Hot Dog! | The Source Weekly - Bend, Oregon

Hot Dog!

Summer skiing: Not too late to make some turns

A 4 am alarm comes around quickly—especially after a few Thursday-evening-celebration pints at Crux. The early start is new to me but old hat to my guide, who regularly rises in the predawn chill (yes, it is chilly in summertime) to guide on Mount Hood. On this particular day, we were in search of corn—the skiable layer of sun-softened snow that late-season skiers lust after, soft ball bearings that skis roll so easily over. By 5 am, we were en route to Mount Hood and summer skiing.

For most of the country, skiing in July is not an option. But in the Pacific Northwest, it is remarkably ordinary, thanks to annual snow totals that often exceed the 500-inch mark. This season Mount Hood received 586 inches and Mount Bachelor rackedup 366 inches. And though we walked across dirt and gravel last Friday to access Timberline's Magic Mile and Palmer ski lifts, we did indeed find plenty of fun snow up high. My guide, Chris Wright, of Timberline Mountain Guides, estimates keen, ambitious skiers probably have another two weeks of high country corn before the rock exposure becomes too much to bear.
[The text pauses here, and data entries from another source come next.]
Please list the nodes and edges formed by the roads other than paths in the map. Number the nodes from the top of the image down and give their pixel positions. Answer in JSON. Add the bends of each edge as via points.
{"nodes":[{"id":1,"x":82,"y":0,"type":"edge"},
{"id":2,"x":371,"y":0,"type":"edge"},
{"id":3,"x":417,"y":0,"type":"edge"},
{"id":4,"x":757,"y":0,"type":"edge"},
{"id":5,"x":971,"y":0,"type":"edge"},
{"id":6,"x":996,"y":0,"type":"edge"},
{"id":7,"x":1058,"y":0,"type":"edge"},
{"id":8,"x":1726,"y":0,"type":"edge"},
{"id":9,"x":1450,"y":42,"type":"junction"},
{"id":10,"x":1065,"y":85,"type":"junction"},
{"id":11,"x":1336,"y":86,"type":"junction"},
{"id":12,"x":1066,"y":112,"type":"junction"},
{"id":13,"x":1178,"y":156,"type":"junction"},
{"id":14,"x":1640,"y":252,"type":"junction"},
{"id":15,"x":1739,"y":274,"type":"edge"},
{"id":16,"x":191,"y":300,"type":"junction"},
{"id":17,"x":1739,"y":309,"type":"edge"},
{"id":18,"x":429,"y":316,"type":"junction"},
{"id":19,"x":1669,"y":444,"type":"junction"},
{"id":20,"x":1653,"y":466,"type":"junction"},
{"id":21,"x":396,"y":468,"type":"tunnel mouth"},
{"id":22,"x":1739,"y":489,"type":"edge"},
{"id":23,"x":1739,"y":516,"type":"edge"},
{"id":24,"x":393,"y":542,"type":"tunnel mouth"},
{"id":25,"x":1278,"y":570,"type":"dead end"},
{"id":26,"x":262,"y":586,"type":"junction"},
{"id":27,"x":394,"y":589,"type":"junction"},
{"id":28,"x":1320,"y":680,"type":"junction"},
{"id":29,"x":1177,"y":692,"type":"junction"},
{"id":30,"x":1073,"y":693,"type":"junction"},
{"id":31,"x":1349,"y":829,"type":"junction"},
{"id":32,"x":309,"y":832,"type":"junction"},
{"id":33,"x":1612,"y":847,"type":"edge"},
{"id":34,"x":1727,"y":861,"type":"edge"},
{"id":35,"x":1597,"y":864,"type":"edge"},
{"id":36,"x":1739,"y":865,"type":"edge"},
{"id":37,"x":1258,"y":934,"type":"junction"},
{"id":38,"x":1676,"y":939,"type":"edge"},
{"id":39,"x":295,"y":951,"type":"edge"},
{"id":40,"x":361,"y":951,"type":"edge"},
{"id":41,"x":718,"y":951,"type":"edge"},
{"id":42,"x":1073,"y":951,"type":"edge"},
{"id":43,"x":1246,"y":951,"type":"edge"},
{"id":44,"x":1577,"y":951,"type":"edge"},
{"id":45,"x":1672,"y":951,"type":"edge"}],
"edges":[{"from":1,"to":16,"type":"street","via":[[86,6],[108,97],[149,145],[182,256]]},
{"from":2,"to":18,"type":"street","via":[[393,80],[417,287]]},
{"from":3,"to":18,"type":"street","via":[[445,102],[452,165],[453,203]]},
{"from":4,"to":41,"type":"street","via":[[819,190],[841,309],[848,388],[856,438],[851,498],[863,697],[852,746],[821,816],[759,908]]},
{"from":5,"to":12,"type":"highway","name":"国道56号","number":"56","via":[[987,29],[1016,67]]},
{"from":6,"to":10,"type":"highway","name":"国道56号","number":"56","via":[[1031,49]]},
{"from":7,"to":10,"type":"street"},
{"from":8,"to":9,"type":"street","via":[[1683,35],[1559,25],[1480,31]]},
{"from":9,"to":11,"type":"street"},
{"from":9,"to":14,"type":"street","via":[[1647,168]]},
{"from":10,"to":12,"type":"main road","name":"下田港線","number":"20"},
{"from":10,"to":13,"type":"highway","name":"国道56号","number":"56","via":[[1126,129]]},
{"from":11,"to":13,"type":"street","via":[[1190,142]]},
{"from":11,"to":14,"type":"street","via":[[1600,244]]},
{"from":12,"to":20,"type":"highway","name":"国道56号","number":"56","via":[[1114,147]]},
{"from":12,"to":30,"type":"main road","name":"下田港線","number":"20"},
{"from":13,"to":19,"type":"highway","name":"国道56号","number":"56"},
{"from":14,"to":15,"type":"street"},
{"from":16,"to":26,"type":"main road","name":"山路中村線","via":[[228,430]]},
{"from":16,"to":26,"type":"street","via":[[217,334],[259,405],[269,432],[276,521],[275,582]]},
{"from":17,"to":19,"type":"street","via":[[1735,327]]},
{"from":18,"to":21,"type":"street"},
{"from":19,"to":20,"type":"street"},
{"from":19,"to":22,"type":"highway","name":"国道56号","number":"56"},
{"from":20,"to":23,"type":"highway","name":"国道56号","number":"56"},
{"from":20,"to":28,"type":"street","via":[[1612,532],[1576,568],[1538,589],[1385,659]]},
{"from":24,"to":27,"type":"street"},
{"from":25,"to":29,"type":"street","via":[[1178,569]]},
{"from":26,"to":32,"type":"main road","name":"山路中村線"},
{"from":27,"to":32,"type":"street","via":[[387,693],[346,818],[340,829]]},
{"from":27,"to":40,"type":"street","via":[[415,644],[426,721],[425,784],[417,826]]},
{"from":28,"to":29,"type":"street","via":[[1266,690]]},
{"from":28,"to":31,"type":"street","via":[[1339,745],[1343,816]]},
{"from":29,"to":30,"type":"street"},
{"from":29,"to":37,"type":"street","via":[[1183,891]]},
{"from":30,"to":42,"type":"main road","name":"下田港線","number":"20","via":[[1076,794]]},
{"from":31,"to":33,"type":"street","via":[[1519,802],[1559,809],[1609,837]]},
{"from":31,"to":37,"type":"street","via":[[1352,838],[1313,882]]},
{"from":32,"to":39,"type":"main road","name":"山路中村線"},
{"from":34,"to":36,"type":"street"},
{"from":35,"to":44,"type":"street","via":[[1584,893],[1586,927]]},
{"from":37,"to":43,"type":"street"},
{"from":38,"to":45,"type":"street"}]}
"It's getting hard to piece things together, top to bottom, in Central Oregon," Wright says as we walk to the lift, skis in hand and packs loaded with snacks and sunscreen. "But the goods are still there."

Wright would know. He has been skiing a lot this summer, in Central Oregon and beyond. In early summer, he recommends South Sister and Mount Jefferson, which are prime in June. As summer wears on, Wright treks to higher, snowier peaks. Earlier last week Wright skied Mount Shasta, a Northern California peak which offers a sunny 7,000-foot run, accessible with climbing skins to reach the 14,179-foot summit.

The trick to enjoyable corn skiing—so called because true corn snow can mimic corn kernels—is timing. Go too early in the morning, and the snow will still be bullet hard; too late and there will be nothing but grabby slush. Corn is the sweet spot—those precious few hours after the sun's penetrating rays have melted the night's ice layers. This time of year, Mount Hood's magic hours occur between 10 am and noon.

But even that narrow window has exceptions, as we found. By 8:20 am we were stepping off the lifts and into our skis where we found the snow crusty and hard. And scary. As Wright handed me a pair of red ski crampons, which penetrated the icy ground better than climbing skins alone, he explained that the snow would soften considerably over the next two and a half hours—the time it would take us to climb to our chosen skiing height point. He was mostly right. (Because conditions were stellar, and because Wright had brought crampons and ice axes, we opted to run to the 11,249-foot summit, an hourlong detour, and leave our skis behind at 10,000 feet.)

By noon, as we made our first turns from the Illumination Rock saddle, near the 9,500-foot mark, the snow felt a touch hard and variable. But just one day before, Wright and a fellow guide had skied the same zone and found perfect skiing just after 10 am.

"It was sunnier yesterday," Wright explains. Even though we had started out in t -shirts and under blue skies, a few clouds had rolled in as we ascended the mountain. By noon, there were scattered lenticular clouds overhead, which made for firmer snow.

But as we skied lower and as the minutes ticked by, the snow softened as promised. By 12:15 pm we were on perfect corn.

"Isn't this great?!" asked another skier who sprayed a small wave of snow before coming to a stop just to our left. Like us, he had ascended to around 10,000 feet. We all agreed that the snow at that elevation was too sun-cupped and icy-hard to be any fun. After sideslipping down the slope to Illumination Rock and softer, more exposed snow, we had found what we came for. The man who joined us looked to be in his 50s and was on older gear—narrow telemark skis. The bill of his baseball cap stuck out from under his helmet, but it didn't conceal a broad smile.

"This is my eighth day in a row!" he exclaimed. We learned he was visiting from the L.A. area and spends most of June searching for corn in the High Sierras. For the past 10 days, he had been skiing Oregon and Washington volcanoes—and loving it. Surprisingly, other than a handful of climbers working up a snow ramp and toward Mount Hood's summit, he was the only backcountry skier we saw. But by the time we neared the popular Palmer Snowfield—the summer snowrider's summer haven, and home to snowboarder summer camps—it was clear we were not alone.

The mountain's 2,000 vertical feet of groomed summer skiing was crawling with half-pint park skiers, head-phone wearing snowboarders, and well-protected Lindsey Vonn hopefuls who were bashing gates, arcing turns and launching off jumps the size of my house. We entered the fray and casually skied the final length of snow back to the bottom.

By 1:30 pm we were high-fiving and changing out of ski pants and into shorts back in the packed parking lot. Exhaustion, sunburn and 4 am alarms are a fine trade for July corn skiing.